Input data:

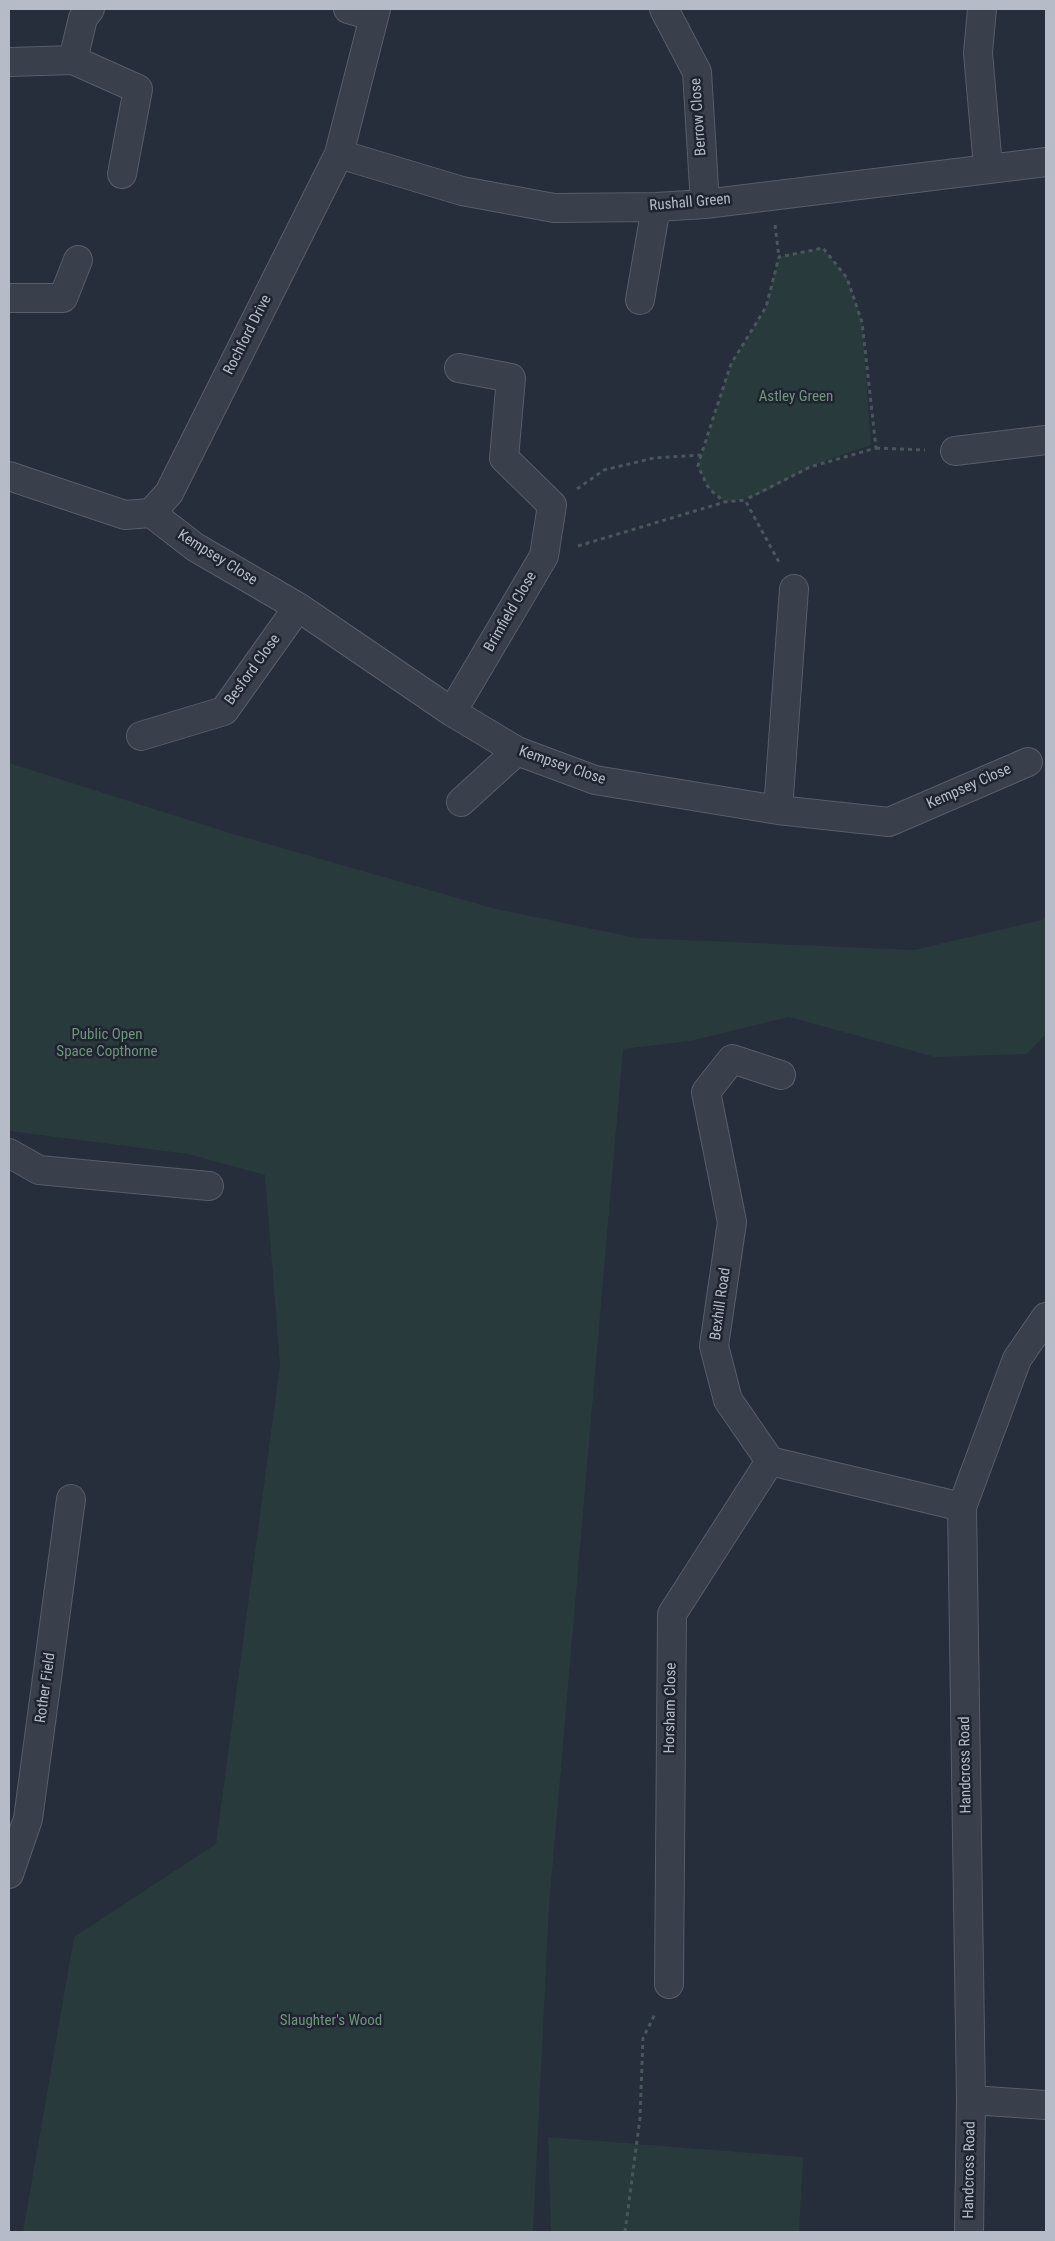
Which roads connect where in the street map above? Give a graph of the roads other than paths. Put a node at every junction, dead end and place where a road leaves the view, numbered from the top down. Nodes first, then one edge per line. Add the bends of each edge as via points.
1 (90, 9) edge
2 (348, 9) edge
3 (664, 9) edge
4 (982, 9) edge
5 (374, 13) edge
6 (73, 60) junction
7 (10, 62) dead end
8 (339, 154) junction
9 (1046, 162) edge
10 (988, 167) junction
11 (122, 174) dead end
12 (705, 204) junction
13 (656, 208) junction
14 (78, 260) dead end
15 (9, 298) edge
16 (640, 300) dead end
17 (459, 368) dead end
18 (1046, 440) edge
19 (955, 451) road end
20 (9, 476) edge
21 (151, 514) junction
22 (794, 589) road end
23 (298, 607) junction
24 (452, 712) junction
25 (141, 736) dead end
26 (517, 751) junction
27 (1028, 762) dead end
28 (461, 802) dead end
29 (778, 810) junction
30 (781, 1075) dead end
31 (9, 1153) edge
32 (209, 1186) dead end
33 (1046, 1317) edge
34 (770, 1461) junction
35 (70, 1499) dead end
36 (962, 1507) junction
37 (9, 1874) edge
38 (669, 1984) road end
39 (971, 2100) junction
40 (1046, 2106) edge
41 (969, 2232) edge

1 - 6 street via 83,18
2 - 5 street
3 - 12 street, Berrow Close via 697,72
4 - 10 street via 978,53
5 - 8 street, Rochford Drive
6 - 7 street
6 - 11 street via 138,88
8 - 13 street, Rushall Green via 462,191 554,208
8 - 21 street, Rochford Drive via 169,493
9 - 10 street, Rushall Green
10 - 12 street, Rushall Green
12 - 13 street, Rushall Green
13 - 16 street
14 - 15 street via 63,298
17 - 24 street, Brimfield Close via 511,378 504,458 552,505 544,556
18 - 19 street
20 - 21 street via 125,515
21 - 23 street, Kempsey Close via 195,547
22 - 29 street
23 - 24 street, Kempsey Close
23 - 25 street, Besford Close via 224,711
24 - 26 street, Kempsey Close
26 - 28 street
26 - 29 street, Kempsey Close via 595,780
27 - 29 street, Kempsey Close via 889,822
30 - 34 street, Bexhill Road via 732,1059 706,1092 732,1222 714,1346 728,1400
31 - 32 street via 39,1170
33 - 36 street, Handcross Road via 1017,1359
34 - 36 street
34 - 38 street, Horsham Close via 672,1614
35 - 37 street, Rother Field via 28,1819
36 - 39 street, Handcross Road
39 - 40 street
39 - 41 street, Handcross Road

Task objective:
Repeat the listing word for word, but without its pictures.

Your response:
Which roads connect where in the street map above? Give a graph of the roads other than paths. Put a node at every junction, dead end and place where a road leaves the view, numbered from the top down. Nodes first, then one edge per line. Add the bends of each edge as via points.
1 (90, 9) edge
2 (348, 9) edge
3 (664, 9) edge
4 (982, 9) edge
5 (374, 13) edge
6 (73, 60) junction
7 (10, 62) dead end
8 (339, 154) junction
9 (1046, 162) edge
10 (988, 167) junction
11 (122, 174) dead end
12 (705, 204) junction
13 (656, 208) junction
14 (78, 260) dead end
15 (9, 298) edge
16 (640, 300) dead end
17 (459, 368) dead end
18 (1046, 440) edge
19 (955, 451) road end
20 (9, 476) edge
21 (151, 514) junction
22 (794, 589) road end
23 (298, 607) junction
24 (452, 712) junction
25 (141, 736) dead end
26 (517, 751) junction
27 (1028, 762) dead end
28 (461, 802) dead end
29 (778, 810) junction
30 (781, 1075) dead end
31 (9, 1153) edge
32 (209, 1186) dead end
33 (1046, 1317) edge
34 (770, 1461) junction
35 (70, 1499) dead end
36 (962, 1507) junction
37 (9, 1874) edge
38 (669, 1984) road end
39 (971, 2100) junction
40 (1046, 2106) edge
41 (969, 2232) edge

1 - 6 street via 83,18
2 - 5 street
3 - 12 street, Berrow Close via 697,72
4 - 10 street via 978,53
5 - 8 street, Rochford Drive
6 - 7 street
6 - 11 street via 138,88
8 - 13 street, Rushall Green via 462,191 554,208
8 - 21 street, Rochford Drive via 169,493
9 - 10 street, Rushall Green
10 - 12 street, Rushall Green
12 - 13 street, Rushall Green
13 - 16 street
14 - 15 street via 63,298
17 - 24 street, Brimfield Close via 511,378 504,458 552,505 544,556
18 - 19 street
20 - 21 street via 125,515
21 - 23 street, Kempsey Close via 195,547
22 - 29 street
23 - 24 street, Kempsey Close
23 - 25 street, Besford Close via 224,711
24 - 26 street, Kempsey Close
26 - 28 street
26 - 29 street, Kempsey Close via 595,780
27 - 29 street, Kempsey Close via 889,822
30 - 34 street, Bexhill Road via 732,1059 706,1092 732,1222 714,1346 728,1400
31 - 32 street via 39,1170
33 - 36 street, Handcross Road via 1017,1359
34 - 36 street
34 - 38 street, Horsham Close via 672,1614
35 - 37 street, Rother Field via 28,1819
36 - 39 street, Handcross Road
39 - 40 street
39 - 41 street, Handcross Road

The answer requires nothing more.